アタッチメントにおいて、もっとも核となるのは「自己と社会性」の育ちです。これは、ヘックマンが指摘した「非認知スキル」と根っこのところで同じものです。どちらも、学力や能力、収入、健康、そして人間性において、生涯にわたって大きな影響をおよぼします。

「自己と社会性」=「非認知スキル」を大きく豊かに成長させることは、人生を幸せに生きることにつながります。そのカギは、乳幼児期の親による「安心感の輪」の回し方です。「安全な避難所」として、子どものくっつきに応え、感情を立てなおし、「安心の基地」として、子どもを勇気づけ、つぎの探索を促す。このくり返しを、たんたんと行う。子どもは、それを、やがて必要としなくなります。それでも、変わらずに、そこにあり続けることが重要です。

安心感の輪は、子どもに「特別なこと」をやってあげる以上に重要です。なにか特別なことをやってあげたり、完璧な子育てをしようとすることは、むしろ問題があると遠藤先生は言います。

子育ての原点は、ウィニコットの「ほどほどによい」なのです。

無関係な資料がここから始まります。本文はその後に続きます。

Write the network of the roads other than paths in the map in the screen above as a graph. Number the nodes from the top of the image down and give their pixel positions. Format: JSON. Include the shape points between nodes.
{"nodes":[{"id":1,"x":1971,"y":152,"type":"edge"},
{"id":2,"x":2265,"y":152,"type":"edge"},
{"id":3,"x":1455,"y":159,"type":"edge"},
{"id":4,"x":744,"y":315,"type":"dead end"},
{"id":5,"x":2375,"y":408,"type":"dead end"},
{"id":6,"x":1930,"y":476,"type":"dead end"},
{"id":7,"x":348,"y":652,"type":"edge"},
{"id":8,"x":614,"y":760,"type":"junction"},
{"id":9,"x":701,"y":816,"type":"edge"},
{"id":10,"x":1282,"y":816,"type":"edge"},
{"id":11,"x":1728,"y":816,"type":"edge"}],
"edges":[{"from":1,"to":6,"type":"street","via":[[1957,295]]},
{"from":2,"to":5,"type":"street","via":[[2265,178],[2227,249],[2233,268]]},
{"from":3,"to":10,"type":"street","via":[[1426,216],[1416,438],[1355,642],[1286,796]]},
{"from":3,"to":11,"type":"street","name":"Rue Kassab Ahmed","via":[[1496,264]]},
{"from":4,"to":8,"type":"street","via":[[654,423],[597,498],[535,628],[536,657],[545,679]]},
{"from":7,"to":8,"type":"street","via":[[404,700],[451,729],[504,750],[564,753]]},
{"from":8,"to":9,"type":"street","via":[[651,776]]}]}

非認知スキルの育ち、その先の生涯にわたる有能性、優秀性は、そうした子育ての先に存在するのだということを、遠藤先生の講演から、あらためて確認することができました。

一般社団法人日本アタッチメント育児協会
理事長 廣島 大三

遠藤利彦先生 基調講演 受講生の感想

正しい「アタッチメント」について理解し、また保護者へ分かりやすく伝えていくワードを沢山知ることができました

「アタッチメント」についてしっかり理解していなかったことに気づけたこと。正しい「アタッチメント」について理解し、また保護者へ分かりやすく伝えていくワードを沢山知ることができました。

乳幼児期だけでなく、将来の健康にも影響すること等、いましか見えていない保護者にもきちんと伝えていきたいと思いました。もっともっと聞いていたい内容でした。

保育士 40代 新潟県

このような機会を設けていただきありがとうございました

アタッチメントについてあらためて自分の中に落とし込み、心の根っことなる乳幼児期の関わりの大切さを積極的にお伝えしていくために、遠藤先生のお話が聞けて本当に感動しました。このような機会を設けていただきましてありがとうございました。

大切なポイントが分かりやすかったです。

保育教諭 50代 大阪府

子どもの自発性を高めていくことを保育のなかでも年頭において行いたい

子どもにとって完璧でない環境が大切なこと、そこから子ども自身がなんとかしようとして自分で抜けようとする、嫌な状態を跳ね返そうとすることでたくましい心を身につけていくということに納得した。

手を貸すことが最良ではないこと、子どもの自発性を高めていくことを保育のなかでもあらためて念頭において行っていきたいと思う。

保育士 50代 秋田県

アタッチメントが築かれているとどんな風に育つのかが理解できた

「アタッチメント」とは何か、またアタッチメントが築かれているとどんな風に育つのかが理解できた。

子どもの成長において、「自発的」な行動を尊重すること、またそのためにはやはりアタッチメントが十分でなくてはいけないということがわかり、今後の子育ての核になる部分ができた。

人の育ちの土台となるものが、アタッチメントであり、いま自分は子育ての中でその土台をしっかりとつくってあげられていると自信になった。

40代 愛知県

乳幼児期に身につけておきたい、自己と社会の力、自己信頼、他者信頼が重要であることを再認識できました

コロナ禍における子育て、保育のところで、マスク装着の弊害が思ったより少ないのかもしれないことが心強く感じられました。

また、基本的なことですが、乳幼児期に身につけておきたい、自己と社会の力、自己信頼、他者信頼が重要であることを再認識できました。

看護師 50代 東京都

乳幼児期の重要性を再認識し、人間力のある子を育てたい。

保育の中で、非認知の力を育てるよう心がけております。
乳幼児期の重要性を再認識し、人間力のあるお子さまを育てたいと思います。

保護者さまには「安心の基地」となっていただけるようお手伝いして参ります。